Besuch in der Jugendwerkstatt

Oberbürgermeister Dr. Florian Janik (l.) gibt in der Werkstatt sein Bestes – Anisa Kirschner (Auszubildende), Ute Endner (Pädagogin) und Andreas Balsliemke (Ausbilder / v.l.n.r.) stehen ihm fachkundig zur Seite. Foto: oh

ELTERSDORF (pm/mue) - Kaum im Amt, tauschte der neue Erlanger Oberbürgermeister Dr. Florian Janik auch schon die Rollen: Im Rahmen der gleichnamigen Aktion besuchte er die Jugendwerkstatt (JUWE) der Diakonie Erlangen in Eltersdorf.


Deren Leiter Hartmut Walter, die Mitarbeitenden und 18 Auszubildende begrüßten den OB vor Ort. Janik schlüpfte zunächst in die Lehrerrolle und hielt eine Stunde Unterricht in Sozialkunde; das Fach steht für die Auszubildenden regulär auf dem Ausbildungsplan. Im handwerklichen Teil lernte der OB unter fachkundiger Anleitung, dass das Holzhandwerk ganz eigene Ansprüche bereithält – Ausbilder und Schreinermeister Andreas Balsliemke sowie die Auszubildende Anisa Kirschner standen ihm jedoch mit Rat und Tat zur Seite.

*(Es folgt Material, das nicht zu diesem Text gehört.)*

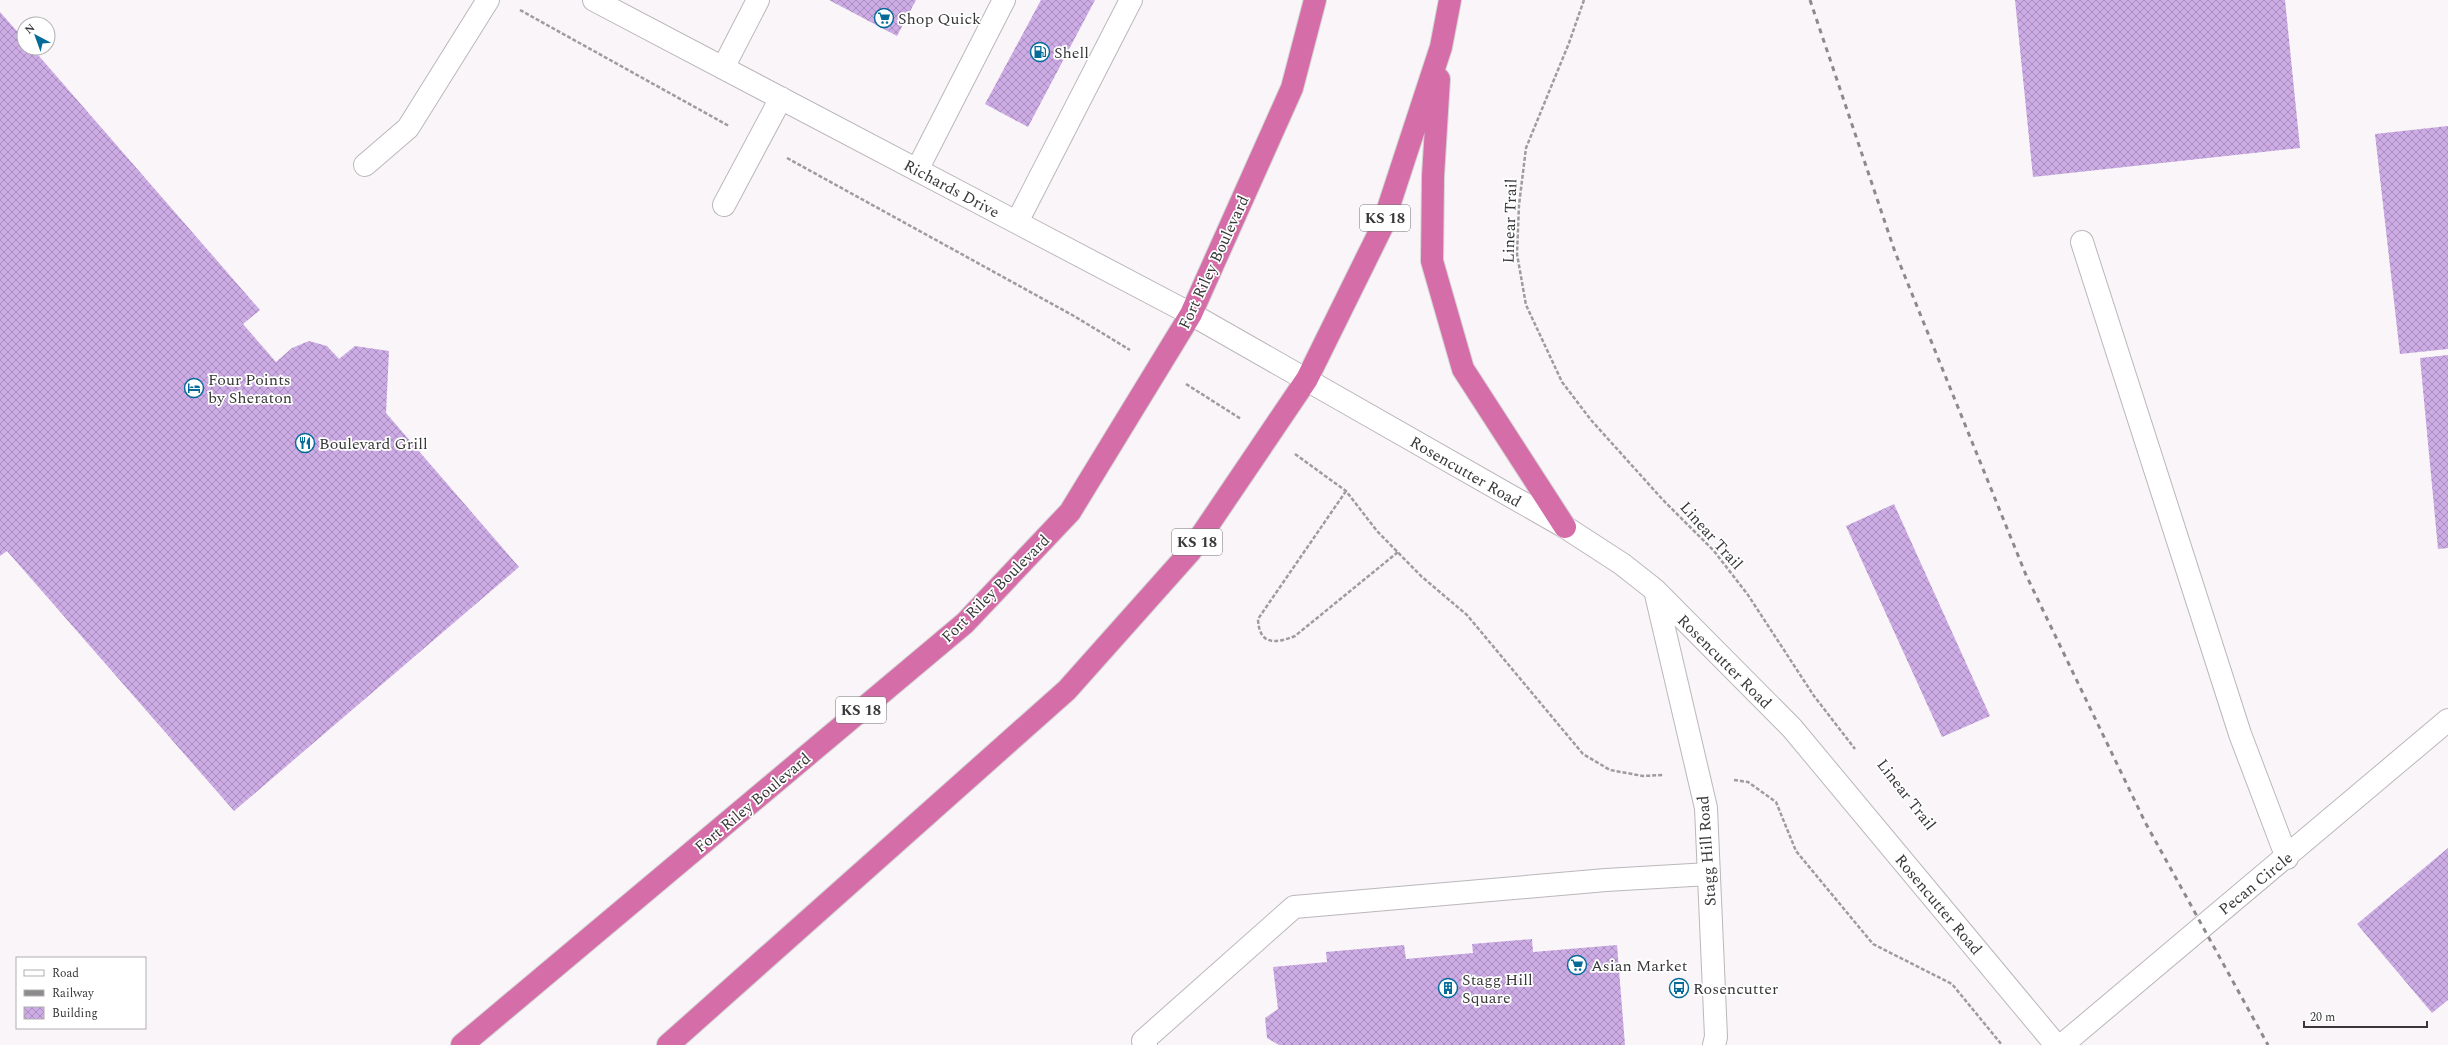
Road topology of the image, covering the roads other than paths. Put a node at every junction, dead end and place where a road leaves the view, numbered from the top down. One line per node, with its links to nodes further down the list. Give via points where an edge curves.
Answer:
1 (488, 0): 11 (street, via 408,128)
2 (758, 0): 9 (street)
3 (1004, 0): 12 (street)
4 (1131, 0): 14 (street)
5 (1315, 0): 16 (highway, Fort Riley Boulevard / KS 18, via 1292,88)
6 (1450, 0): 8 (highway, KS 18)
7 (604, 2): 9 (street, Richards Drive)
8 (1442, 47): 17 (highway, KS 18, via 1382,227); 18 (highway, via 1433,176 1432,261 1463,369)
9 (723, 68): 10 (street, Richards Drive)
10 (781, 98): 12 (street, Richards Drive); 13 (street)
11 (365, 165)
12 (917, 170): 14 (street, Richards Drive)
13 (724, 205)
14 (1017, 222): 16 (street, Richards Drive)
15 (2082, 242): 21 (street, via 2240,734)
16 (1191, 314): 17 (street, Richards Drive); 23 (highway, Fort Riley Boulevard / KS 18, via 1070,512 965,623)
17 (1307, 379): 18 (street, Rosencutter Road); 24 (highway, KS 18, via 1190,552 1067,690)
18 (1564, 527): 19 (street, Rosencutter Road, via 1622,564)
19 (1655, 590): 22 (street, Stagg Hill Road, via 1706,808); 27 (street, Rosencutter Road, via 1792,728)
20 (2448, 720): 21 (street, Pecan Circle)
21 (2287, 858): 28 (street, Pecan Circle)
22 (1709, 874): 25 (street, via 1606,880 1294,907 1143,1041); 26 (street, Stagg Hill Road, via 1716,1037)
23 (462, 1045)
24 (668, 1045)
25 (1146, 1045)
26 (1714, 1045)
27 (2056, 1045)
28 (2062, 1045)

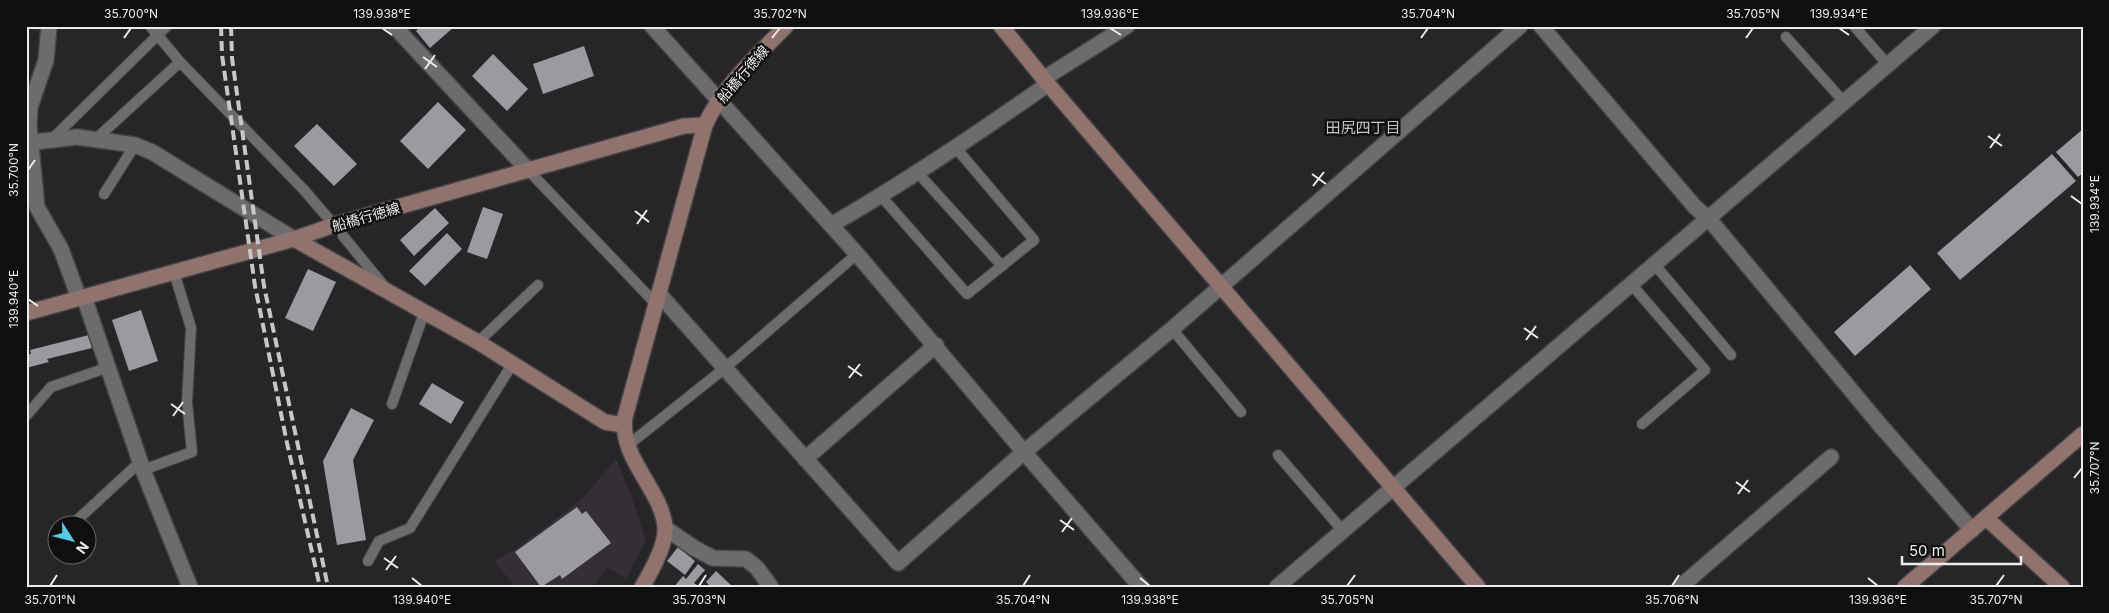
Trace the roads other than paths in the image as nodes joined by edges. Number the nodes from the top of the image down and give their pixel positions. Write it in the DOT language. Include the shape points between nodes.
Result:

Erfreuliche Zahlen gibt’s auch zu vermelden: 80 Prozent der JUWE-Auszubildenden schaffen nach ihrer Ausbildung den Weg auf den regulären Arbeitsmarkt. „Oft dauert es zwei bis drei Jahre, die Menschen aufzubauen. Viele von ihnen haben immer wieder gehört, dass sie unfähig seien. Doch wir sehen, wie die jungen Menschen ihre Fähigkeiten entdecken und Vertrauen entwickeln“, erklärt Hartmut Walter. Im Gespräch wurde auch deutlich, wie schwierig sich die Arbeit der Jugendwerkstatt oftmals gestaltet. Einerseits liege das an den zunehmenden, insbesondere psychischen Problemen der betreuten Klientel, andererseits seien es die leeren Kassen, die oft dringend nötige, individuelle Förderung erschweren.